The Count of Monte Cristo | The Great American Read
The Count of Monte Cristo
by Alexandre Dumas
As much the work of Auguste Maquet—the ghostwriter who was responsible for much of the actual text of the novel—as Dumas himself, The Count of Monte Cristo has become the archetypal revenge story for all works that have followed. Set in 19th-century France, from the Bourbon Restoration through the reign of Louis-Philippe, this adventure story follows the single-minded Edmund Dantès, falsely imprisoned after being set up by friends who envied his fortune. Dantès is likely based on the real story of Pierre Picaud, a shoemaker falsely accused of treason who, once released from prison, embarked on a course of vengence that spun wildly out of hand. Like his real counterpart, the fictional Dantès works to exact revenge on all those who have wronged him. The novel evokes key questions about the nature of justice—and whether humans are meant to seek their own vengeance when wronged.
Alexandre Dumas
Alexandre Dumas, one of the most widely-read writers in French literature, was born in Villers-Cotterêts, in Picardy, France, in 1802. Dumas’s father was born in Haiti, the mixed-race son of a marquis and an enslaved woman, and was brought to France by his father and legally freed. He would later become a general during the French Revolution, the first person of color to achieve several high ranks.

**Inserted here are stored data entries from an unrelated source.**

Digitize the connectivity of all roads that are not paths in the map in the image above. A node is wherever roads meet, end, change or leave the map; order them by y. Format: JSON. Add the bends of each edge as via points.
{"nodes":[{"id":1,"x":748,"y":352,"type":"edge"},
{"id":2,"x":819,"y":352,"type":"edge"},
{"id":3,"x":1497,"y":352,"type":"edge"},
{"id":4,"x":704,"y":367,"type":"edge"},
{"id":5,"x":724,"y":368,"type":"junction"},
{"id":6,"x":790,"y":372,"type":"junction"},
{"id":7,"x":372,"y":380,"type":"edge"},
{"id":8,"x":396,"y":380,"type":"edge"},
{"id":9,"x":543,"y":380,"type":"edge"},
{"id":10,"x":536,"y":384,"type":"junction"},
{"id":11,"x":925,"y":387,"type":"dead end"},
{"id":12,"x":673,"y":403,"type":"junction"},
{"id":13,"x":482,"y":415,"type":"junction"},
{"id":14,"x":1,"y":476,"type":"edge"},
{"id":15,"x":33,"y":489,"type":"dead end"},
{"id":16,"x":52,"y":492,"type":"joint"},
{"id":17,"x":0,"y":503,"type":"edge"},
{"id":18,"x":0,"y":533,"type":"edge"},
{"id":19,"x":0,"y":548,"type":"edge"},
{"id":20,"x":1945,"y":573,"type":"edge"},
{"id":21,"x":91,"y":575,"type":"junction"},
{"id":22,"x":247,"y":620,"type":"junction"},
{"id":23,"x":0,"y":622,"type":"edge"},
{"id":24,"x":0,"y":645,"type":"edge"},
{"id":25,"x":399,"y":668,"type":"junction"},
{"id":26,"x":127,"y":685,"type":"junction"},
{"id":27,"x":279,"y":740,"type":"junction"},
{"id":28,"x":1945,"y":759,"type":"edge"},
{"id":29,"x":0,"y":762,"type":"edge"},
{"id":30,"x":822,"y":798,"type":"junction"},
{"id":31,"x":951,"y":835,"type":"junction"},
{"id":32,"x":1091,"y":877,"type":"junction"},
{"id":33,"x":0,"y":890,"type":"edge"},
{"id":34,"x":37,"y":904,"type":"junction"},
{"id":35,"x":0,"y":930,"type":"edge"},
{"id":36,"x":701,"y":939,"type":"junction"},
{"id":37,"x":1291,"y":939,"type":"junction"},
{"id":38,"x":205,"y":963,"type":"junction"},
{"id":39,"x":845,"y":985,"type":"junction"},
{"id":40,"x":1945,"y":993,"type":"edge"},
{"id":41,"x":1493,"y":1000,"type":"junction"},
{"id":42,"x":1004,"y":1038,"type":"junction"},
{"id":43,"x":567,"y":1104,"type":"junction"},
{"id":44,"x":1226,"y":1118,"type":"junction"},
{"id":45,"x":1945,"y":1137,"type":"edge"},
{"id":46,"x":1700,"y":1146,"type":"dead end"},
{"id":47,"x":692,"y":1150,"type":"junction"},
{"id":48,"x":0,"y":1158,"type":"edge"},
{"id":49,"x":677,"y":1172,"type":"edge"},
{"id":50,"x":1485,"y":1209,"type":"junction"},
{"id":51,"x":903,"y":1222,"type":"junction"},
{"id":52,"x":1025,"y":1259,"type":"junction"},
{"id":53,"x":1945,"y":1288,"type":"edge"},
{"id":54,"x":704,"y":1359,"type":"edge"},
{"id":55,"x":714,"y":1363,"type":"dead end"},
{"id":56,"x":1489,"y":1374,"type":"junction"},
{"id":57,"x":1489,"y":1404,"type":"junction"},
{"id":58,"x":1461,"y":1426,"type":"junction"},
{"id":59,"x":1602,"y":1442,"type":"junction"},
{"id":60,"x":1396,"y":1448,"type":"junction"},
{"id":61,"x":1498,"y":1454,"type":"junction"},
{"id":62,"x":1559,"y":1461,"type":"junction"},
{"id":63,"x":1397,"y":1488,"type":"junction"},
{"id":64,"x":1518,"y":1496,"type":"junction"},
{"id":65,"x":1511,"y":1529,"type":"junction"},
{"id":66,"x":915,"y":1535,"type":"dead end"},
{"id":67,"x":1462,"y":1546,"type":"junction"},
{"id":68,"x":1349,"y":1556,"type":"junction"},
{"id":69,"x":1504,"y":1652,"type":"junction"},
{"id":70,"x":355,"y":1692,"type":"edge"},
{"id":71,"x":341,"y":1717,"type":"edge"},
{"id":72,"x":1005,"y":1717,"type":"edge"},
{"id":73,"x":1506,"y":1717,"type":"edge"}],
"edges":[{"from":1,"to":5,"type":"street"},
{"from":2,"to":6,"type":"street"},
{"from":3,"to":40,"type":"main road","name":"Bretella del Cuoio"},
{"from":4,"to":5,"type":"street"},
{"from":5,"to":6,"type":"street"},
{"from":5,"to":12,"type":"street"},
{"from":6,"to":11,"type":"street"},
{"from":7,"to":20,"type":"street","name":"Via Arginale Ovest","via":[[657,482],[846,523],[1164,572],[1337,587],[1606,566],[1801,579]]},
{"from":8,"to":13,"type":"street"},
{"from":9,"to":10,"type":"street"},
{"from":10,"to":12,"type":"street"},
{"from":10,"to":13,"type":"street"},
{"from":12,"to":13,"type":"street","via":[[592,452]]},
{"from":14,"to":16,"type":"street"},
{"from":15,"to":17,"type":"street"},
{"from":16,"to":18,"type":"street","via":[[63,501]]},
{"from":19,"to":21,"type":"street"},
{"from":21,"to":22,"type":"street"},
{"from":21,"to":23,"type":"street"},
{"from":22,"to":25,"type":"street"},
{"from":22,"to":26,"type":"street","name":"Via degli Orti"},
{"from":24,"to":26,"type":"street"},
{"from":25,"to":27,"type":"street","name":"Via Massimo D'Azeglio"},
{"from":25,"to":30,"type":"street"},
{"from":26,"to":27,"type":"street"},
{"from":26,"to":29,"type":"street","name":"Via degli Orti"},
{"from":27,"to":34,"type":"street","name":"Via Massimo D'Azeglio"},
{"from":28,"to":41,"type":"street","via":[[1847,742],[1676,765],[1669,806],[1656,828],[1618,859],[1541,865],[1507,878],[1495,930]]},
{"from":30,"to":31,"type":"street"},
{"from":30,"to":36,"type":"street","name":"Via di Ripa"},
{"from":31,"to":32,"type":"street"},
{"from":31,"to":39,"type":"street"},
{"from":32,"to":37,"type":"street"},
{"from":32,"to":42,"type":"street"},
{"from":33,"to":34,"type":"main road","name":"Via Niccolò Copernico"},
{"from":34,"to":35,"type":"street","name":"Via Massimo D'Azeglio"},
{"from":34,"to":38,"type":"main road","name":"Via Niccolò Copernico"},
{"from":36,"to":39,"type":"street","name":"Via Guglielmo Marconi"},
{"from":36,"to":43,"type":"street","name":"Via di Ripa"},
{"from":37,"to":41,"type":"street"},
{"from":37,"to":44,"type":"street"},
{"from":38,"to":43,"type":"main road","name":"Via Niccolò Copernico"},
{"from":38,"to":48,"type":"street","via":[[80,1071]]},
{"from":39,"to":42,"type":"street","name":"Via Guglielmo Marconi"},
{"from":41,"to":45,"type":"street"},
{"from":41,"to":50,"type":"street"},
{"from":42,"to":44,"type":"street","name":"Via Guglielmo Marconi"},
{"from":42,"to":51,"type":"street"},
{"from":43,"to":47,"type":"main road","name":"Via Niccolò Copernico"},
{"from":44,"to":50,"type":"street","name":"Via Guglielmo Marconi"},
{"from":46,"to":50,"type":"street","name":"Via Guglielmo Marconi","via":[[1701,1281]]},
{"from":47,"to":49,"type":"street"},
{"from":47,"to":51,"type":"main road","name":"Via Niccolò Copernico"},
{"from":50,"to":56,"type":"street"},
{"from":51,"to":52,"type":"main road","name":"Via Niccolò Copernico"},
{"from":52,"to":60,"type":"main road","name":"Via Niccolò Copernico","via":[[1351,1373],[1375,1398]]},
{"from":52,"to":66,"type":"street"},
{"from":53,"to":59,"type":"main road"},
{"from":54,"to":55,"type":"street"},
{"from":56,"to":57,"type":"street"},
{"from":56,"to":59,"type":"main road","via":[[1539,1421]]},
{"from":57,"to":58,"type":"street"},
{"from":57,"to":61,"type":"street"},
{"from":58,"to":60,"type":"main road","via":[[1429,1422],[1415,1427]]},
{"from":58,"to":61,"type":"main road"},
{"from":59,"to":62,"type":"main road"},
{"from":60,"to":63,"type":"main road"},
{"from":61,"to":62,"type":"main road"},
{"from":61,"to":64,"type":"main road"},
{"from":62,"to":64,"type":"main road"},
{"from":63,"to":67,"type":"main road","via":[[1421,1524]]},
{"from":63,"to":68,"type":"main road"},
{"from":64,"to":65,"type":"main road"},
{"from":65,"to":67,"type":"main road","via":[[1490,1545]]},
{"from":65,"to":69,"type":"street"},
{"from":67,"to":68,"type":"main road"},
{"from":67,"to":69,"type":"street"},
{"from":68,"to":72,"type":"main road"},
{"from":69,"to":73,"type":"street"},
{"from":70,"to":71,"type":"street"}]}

Though Alexandre grew up poor, his father’s noble ancestry allowed his children to advance, and with the restoration of the monarchy in 1822, Dumas moved to Paris to work for the office of Louis-Philippe, Duke of Orléans. While working there, he began to write articles and plays, the latter of which were popular enough that he began towrite full-time. He published many novels—most famously, The Count of Monte Cristo and The Three Musketeers—and wrote more than 100,000 pages of work in his career.